Application of Evidence-Based Practice and Education
EBP is central to contemporary nursing, integrating clinical expertise with the best available evidence to produce optimal patient outcomes. The BSN curriculum emphasizes research literacy, critical appraisal skills, and systematic application of evidence. This foundation enables BSN nurses to implement innovations and participate in quality improvement initiatives more effectively than their ADN counterparts (Melnyk & Fineout-Overholt, 2015).
The academic preparation at the BSN level fosters a mindset of inquiry and lifelong learning, essential in rapidly evolving healthcare environments. These nurses are equipped to interpret research findings, adapt best practices, and advocate for policy changes rooted in scientific evidence. This capacity directly impacts patient safety, satisfaction, and overall health system performance (American Academy of College of Nursing [AACN], 2021).
Interdisciplinary Communication and Collaboration
Effective interdisciplinary collaboration enhances patient safety and outcomes by leveraging diverse expertise. Nurses today communicate seamlessly through electronic health record systems, team meetings, and telehealth platforms, ensuring timely information sharing. BSN-prepared nurses often occupy leadership roles that facilitate coordination and advocate for patient-centered care (O’Daniel & Rosenstein, 2008).
Such collaboration involves transparent communication, mutual respect, and shared decision-making among healthcare team members—physicians, pharmacists, social workers, and others. This teamwork reduces errors, streamlines workflows, and promotes safer, more efficient care environments. Interprofessional education during BSN programs prepares nurses to navigate complex team dynamics and uphold the principles of collaborative practice (Cole & McLaughlin, 2017).
Conclusion
Nursing practice has dynamically evolved from task-based roles to comprehensive, autonomous professions committed to evidence-based, holistic care. The distinction between associate and baccalaureate education significantly influences the scope, responsibilities, and leadership capacities of nurses. Emphasizing evidence-based practice and interdisciplinary collaboration is essential for improving patient outcomes. As healthcare continues to change, nurses at all educational levels must adapt and advance their skills, ensuring they meet the diverse needs of the populations they serve.
References
- American Academy of Colleges of Nursing (AACN). (2019). The essentials of baccalaureate education for professional nursing practice. AACN.
- American Nurses Association (ANA). (2017). Nursing: Scope and standards of practice (3rd ed.). ANA.
- Benner, P. (2015). From novice to expert: Excellence and power in clinical nursing practice. Prentice Hall.
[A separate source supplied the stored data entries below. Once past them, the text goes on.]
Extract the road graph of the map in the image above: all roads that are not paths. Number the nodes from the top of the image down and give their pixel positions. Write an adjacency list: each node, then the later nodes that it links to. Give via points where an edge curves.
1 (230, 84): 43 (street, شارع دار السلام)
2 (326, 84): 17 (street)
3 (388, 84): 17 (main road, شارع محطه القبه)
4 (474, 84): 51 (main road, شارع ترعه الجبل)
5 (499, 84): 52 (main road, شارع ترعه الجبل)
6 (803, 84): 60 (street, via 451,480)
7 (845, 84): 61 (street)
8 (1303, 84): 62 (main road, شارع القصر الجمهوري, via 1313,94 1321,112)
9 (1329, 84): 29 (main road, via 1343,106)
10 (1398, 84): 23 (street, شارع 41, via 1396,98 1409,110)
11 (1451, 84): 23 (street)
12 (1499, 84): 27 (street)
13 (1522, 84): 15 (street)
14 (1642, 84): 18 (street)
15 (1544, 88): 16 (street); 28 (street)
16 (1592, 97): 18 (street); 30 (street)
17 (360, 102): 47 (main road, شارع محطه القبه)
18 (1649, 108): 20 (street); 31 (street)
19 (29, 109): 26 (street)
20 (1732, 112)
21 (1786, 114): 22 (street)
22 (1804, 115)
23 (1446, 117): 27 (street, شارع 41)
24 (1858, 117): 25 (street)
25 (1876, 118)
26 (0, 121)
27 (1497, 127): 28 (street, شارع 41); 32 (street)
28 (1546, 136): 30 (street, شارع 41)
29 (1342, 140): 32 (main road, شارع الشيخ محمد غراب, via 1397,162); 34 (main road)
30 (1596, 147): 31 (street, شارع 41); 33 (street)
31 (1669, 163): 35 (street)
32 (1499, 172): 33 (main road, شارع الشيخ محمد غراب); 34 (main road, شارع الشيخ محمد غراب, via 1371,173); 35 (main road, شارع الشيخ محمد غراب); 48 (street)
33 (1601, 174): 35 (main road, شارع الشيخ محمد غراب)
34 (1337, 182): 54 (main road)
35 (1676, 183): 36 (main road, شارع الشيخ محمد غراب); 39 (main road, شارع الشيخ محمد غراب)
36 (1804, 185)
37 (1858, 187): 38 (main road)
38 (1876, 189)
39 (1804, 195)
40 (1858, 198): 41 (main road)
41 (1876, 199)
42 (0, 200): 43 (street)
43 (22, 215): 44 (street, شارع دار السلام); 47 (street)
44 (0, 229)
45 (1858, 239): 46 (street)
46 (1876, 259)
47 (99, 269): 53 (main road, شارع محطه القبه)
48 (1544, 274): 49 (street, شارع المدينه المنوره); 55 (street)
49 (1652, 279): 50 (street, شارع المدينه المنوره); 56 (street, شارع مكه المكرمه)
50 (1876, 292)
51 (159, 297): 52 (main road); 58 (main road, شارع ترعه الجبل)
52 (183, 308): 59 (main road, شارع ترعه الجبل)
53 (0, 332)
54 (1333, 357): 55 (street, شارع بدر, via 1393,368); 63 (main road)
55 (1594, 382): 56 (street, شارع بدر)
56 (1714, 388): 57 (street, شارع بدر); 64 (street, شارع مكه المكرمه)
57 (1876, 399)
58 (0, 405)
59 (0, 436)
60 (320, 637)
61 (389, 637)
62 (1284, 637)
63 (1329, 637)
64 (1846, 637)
- Cole, S., & McLaughlin, D. (2017). Interprofessional practice in nursing and health sciences. Jones & Bartlett Learning.
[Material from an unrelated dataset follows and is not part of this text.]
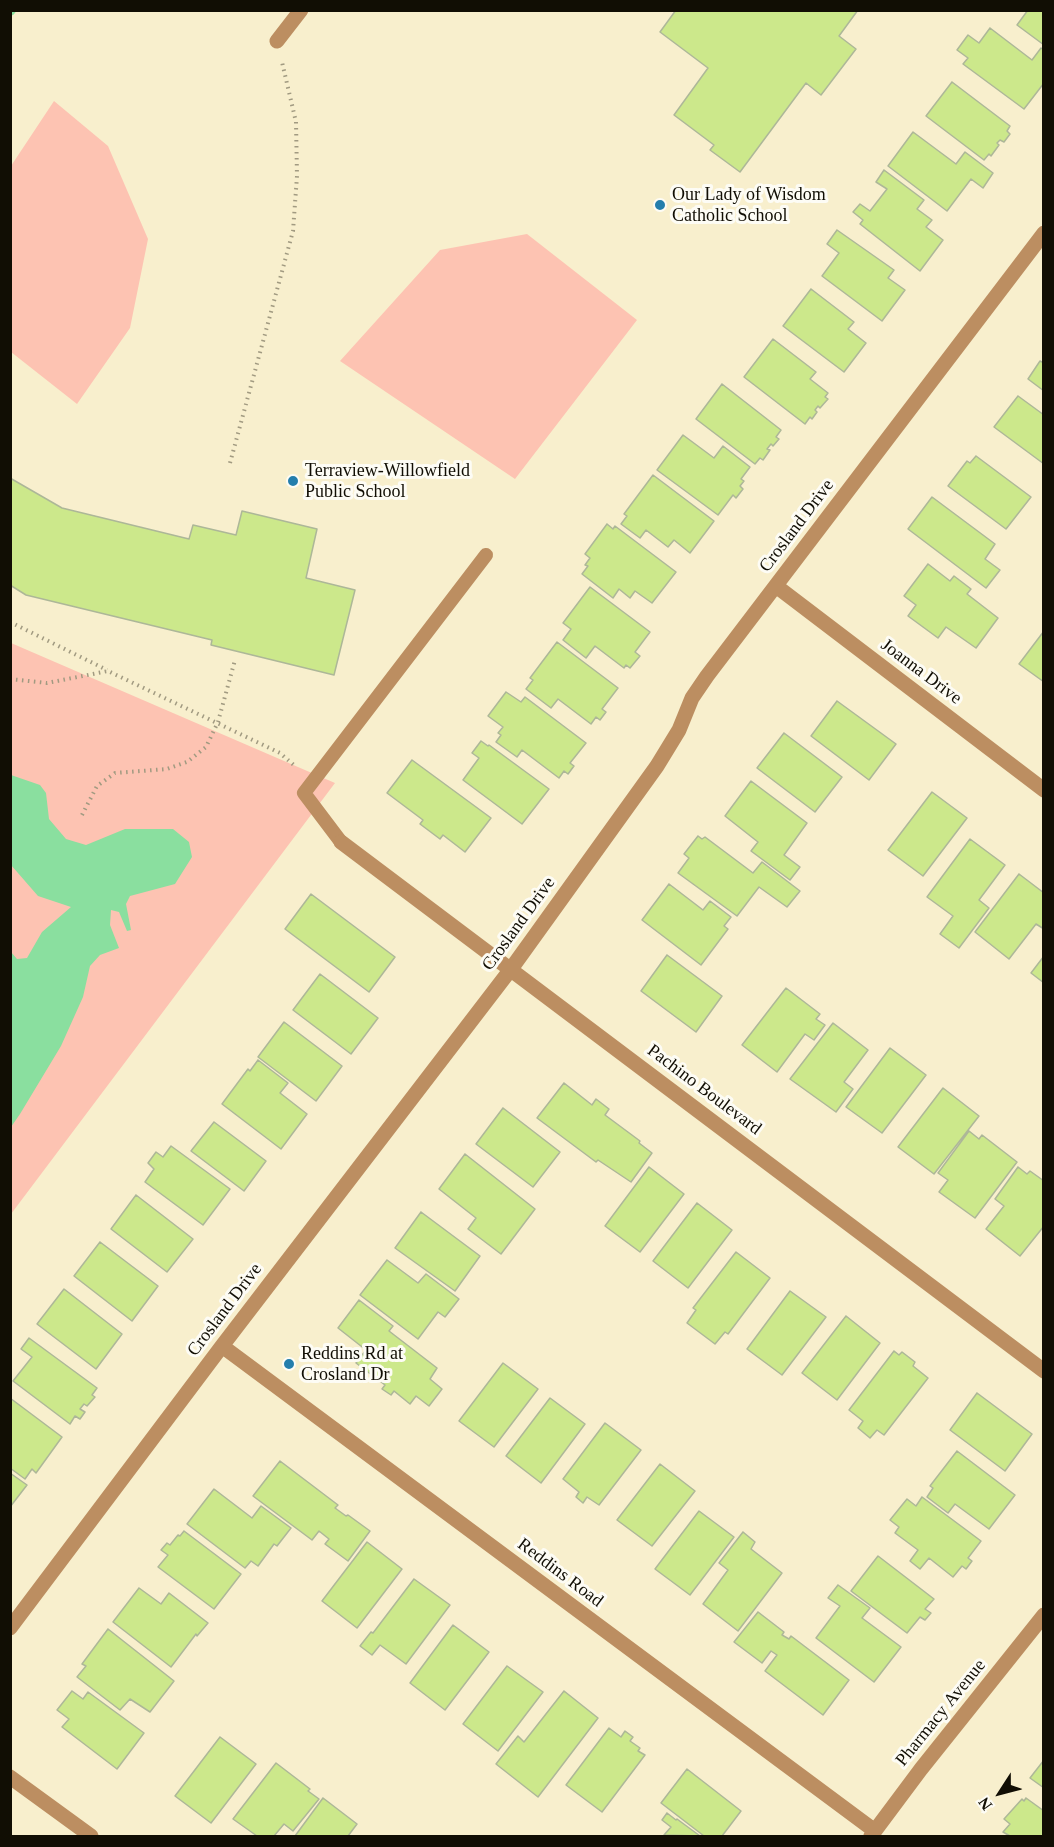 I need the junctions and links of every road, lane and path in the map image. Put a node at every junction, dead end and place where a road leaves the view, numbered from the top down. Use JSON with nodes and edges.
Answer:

- Institute of Medicine (IOM). (2011). The future of nursing: Leading change, advancing health. NAS.
- Kalisch, B. J., Lee, S., & Raingekar, S. (2019). Patient safety in nursing practice: An overview. Journal of Nursing Care Quality, 34(4), 301–308.
- Melnyk, B. M., & Fineout-Overholt, E. (2015). Evidence-based practice in nursing & healthcare: A guide to best practice. Wolters Kluwer.
- O’Daniel, M., & Rosenstein, A. H. (2008). Professional communication and teamwork:
- Creating a culture of safety. In Proceedings of the Patient Safety V (pp. 33–40).